Rail Line Can’t Force Web Site to Reveal Critics, Public Citizen Argues

March 28, 2008 

Rail Line Can’t Force Web Site to Reveal Critics, Public Citizen Argues

TexasCourt Urged to Dismiss Suit Filed Against Internet Message Board Host

WASHINGTON, D.C. – A Texas railway company that is suing to identify people who posted critical parodies on an Internet message board has no right to demand that the Web hosting company identify the posters just because the rail line finds the material offensive, Public Citizen told the court in a motion filed Friday.

The District Court in Tarrant County, Texas should dismiss the suit against Network54 Corp., the hosting company, said Public Citizen, which is representing Network54 Corp, along with local counsel David Broiles of the American Civil Liberties Union of Texas. BNSF Railway Company’s suit does not provide any legitimate reasons for Network54 to provide information that would identify the authors.

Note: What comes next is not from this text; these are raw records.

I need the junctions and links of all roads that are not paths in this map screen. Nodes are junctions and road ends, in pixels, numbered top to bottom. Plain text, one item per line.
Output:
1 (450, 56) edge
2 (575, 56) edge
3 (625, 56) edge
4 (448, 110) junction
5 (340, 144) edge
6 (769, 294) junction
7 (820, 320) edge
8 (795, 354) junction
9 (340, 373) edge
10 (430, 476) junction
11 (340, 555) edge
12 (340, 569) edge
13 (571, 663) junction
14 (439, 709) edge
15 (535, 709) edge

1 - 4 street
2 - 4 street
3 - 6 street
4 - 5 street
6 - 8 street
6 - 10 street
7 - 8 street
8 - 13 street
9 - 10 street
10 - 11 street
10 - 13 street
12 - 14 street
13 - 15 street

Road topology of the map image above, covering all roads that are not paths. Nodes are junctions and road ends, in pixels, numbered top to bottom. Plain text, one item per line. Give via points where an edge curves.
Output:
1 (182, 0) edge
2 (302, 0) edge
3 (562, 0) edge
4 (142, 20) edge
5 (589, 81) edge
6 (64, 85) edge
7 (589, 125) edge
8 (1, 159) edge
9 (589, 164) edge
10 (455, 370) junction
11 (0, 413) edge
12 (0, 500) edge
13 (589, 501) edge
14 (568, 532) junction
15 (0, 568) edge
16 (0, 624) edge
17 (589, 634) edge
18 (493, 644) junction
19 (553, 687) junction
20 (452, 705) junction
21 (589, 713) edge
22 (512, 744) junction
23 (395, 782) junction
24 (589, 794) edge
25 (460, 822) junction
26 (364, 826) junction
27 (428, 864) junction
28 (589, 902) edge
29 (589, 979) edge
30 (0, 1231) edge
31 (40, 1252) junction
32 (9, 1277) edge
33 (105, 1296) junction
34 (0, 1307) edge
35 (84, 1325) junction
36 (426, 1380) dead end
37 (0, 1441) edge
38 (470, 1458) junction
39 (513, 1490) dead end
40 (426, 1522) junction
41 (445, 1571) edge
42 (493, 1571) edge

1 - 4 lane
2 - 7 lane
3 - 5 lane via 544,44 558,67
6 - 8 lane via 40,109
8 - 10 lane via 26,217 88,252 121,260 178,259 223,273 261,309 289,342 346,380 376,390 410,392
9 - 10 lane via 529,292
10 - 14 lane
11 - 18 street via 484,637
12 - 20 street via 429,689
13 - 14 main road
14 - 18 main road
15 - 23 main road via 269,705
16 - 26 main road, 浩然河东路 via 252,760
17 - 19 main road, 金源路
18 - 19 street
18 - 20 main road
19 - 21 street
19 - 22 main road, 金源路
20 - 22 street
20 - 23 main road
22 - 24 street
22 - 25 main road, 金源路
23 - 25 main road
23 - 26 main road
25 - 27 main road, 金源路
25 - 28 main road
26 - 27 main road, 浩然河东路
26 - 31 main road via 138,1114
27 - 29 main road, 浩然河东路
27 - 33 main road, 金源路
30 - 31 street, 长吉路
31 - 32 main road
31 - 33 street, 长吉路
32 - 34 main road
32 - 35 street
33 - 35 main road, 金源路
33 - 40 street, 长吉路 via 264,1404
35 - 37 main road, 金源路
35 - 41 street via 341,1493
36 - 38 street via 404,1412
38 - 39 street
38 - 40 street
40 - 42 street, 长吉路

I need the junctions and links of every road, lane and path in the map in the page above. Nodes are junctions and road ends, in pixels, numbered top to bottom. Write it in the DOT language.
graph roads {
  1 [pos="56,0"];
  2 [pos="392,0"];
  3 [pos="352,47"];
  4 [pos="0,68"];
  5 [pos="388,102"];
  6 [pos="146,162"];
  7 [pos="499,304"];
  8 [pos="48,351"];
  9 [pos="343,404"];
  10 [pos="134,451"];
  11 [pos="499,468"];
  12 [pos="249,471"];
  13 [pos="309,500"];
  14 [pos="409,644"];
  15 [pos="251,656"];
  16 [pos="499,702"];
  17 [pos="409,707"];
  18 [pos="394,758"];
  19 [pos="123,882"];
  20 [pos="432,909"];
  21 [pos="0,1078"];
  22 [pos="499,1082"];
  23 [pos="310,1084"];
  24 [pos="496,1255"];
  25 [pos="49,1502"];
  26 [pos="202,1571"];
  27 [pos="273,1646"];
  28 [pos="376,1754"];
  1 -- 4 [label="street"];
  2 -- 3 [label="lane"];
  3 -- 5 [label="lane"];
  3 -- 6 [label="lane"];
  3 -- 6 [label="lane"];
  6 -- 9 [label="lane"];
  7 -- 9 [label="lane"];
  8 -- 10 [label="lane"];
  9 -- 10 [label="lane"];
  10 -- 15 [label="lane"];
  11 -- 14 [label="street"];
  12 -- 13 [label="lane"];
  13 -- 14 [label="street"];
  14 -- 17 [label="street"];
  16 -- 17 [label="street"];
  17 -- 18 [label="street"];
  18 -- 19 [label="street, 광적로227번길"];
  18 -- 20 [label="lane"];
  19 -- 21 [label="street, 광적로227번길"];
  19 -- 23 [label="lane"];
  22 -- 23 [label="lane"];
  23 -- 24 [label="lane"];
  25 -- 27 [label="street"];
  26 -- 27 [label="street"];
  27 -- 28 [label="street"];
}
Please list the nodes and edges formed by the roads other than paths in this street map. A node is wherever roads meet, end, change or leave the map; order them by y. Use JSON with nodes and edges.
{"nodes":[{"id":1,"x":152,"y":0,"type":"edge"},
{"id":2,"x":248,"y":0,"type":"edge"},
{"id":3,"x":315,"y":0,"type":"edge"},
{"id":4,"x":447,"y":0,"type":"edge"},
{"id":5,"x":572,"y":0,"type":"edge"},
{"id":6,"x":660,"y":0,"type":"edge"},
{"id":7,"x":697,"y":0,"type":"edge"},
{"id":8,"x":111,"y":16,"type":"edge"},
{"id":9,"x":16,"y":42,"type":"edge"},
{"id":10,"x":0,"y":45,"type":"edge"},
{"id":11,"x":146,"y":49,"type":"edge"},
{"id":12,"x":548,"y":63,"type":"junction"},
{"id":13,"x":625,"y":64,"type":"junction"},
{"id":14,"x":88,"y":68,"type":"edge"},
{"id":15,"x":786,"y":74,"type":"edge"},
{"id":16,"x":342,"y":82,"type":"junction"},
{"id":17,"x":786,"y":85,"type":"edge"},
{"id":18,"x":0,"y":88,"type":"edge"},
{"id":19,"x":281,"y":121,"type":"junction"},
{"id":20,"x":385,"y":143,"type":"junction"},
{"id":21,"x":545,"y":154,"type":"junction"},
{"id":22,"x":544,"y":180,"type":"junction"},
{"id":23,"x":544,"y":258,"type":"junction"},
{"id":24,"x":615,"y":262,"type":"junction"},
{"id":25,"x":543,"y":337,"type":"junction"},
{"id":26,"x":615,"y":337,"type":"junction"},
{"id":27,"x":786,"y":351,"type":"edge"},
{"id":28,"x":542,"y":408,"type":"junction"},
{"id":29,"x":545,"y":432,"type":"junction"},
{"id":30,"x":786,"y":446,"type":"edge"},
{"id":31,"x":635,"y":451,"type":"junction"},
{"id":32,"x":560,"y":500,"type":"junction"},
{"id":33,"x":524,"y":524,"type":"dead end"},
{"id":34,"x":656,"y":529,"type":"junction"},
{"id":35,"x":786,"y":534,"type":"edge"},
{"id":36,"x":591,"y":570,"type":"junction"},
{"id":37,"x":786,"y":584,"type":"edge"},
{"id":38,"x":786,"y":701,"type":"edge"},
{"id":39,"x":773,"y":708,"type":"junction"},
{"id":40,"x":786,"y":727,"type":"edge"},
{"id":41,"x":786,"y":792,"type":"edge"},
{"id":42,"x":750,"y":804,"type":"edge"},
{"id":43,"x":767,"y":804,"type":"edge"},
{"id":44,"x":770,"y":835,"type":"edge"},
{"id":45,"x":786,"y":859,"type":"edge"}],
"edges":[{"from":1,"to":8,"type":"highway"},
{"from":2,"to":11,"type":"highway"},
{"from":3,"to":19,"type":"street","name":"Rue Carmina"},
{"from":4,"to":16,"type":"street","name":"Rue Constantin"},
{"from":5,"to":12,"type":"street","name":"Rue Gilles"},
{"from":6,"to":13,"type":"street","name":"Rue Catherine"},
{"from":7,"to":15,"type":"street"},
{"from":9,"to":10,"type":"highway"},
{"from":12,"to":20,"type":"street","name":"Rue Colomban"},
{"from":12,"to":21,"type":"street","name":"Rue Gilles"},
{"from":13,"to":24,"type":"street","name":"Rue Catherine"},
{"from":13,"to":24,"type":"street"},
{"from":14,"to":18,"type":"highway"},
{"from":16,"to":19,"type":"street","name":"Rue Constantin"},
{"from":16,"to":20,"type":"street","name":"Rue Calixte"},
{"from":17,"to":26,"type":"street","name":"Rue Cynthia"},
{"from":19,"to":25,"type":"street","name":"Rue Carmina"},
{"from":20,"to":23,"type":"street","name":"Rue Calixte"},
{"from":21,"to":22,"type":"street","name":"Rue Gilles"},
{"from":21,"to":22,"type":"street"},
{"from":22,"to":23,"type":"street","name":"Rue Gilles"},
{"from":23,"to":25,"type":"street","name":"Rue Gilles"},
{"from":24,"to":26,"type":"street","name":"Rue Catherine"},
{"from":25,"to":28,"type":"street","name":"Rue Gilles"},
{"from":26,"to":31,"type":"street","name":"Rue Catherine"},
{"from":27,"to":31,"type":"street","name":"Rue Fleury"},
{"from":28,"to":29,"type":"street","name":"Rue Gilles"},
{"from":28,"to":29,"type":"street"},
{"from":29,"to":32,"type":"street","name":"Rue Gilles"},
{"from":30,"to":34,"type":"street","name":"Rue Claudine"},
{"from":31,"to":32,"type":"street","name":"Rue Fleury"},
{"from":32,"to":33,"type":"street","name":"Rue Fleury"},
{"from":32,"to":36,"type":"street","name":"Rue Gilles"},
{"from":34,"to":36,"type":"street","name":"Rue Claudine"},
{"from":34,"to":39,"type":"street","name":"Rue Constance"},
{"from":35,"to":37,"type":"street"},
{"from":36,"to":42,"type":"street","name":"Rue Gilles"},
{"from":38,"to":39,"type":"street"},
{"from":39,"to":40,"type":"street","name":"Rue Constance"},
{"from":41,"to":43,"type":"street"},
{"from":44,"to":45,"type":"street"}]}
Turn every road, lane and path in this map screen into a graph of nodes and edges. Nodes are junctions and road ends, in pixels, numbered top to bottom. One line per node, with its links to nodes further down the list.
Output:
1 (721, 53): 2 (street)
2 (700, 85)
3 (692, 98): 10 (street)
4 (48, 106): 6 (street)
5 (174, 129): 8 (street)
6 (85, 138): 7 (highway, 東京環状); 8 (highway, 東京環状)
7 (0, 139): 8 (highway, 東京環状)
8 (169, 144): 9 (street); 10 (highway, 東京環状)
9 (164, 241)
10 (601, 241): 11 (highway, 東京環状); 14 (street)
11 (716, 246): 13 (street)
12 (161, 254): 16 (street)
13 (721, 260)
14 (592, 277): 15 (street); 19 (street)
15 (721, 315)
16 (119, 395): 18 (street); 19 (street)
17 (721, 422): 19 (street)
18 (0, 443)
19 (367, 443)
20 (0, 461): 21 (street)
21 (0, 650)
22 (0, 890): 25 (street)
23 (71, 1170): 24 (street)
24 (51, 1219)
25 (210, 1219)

BNSF,   a Fort Worth company, filed the suit after two parody news articles appeared on an Internet forum hosted by Network54 Corp. Both of the anonymous posts make fun of controversial railroad union issues. The suit names Network54 and two John Does.

However, the Texas court has no jurisdiction in the matter because Network54 is a California company and has no offices, employees or any other physical presence in Texas, Public Citizen told the court. Additionally, Network54’s terms of use for its forums clearly states that the host is not responsible for the accuracy or legitimacy of items posted on its site.

“Apparently the people who run this railroad need a refresher course in American civics, particularly the part where they discuss the First Amendment and freedom of speech,” said Paul Alan Levy, a Public Citizen attorney. “This is just another example of a company trying to use the courts to censor and intimidate its critics.”

READ the motion.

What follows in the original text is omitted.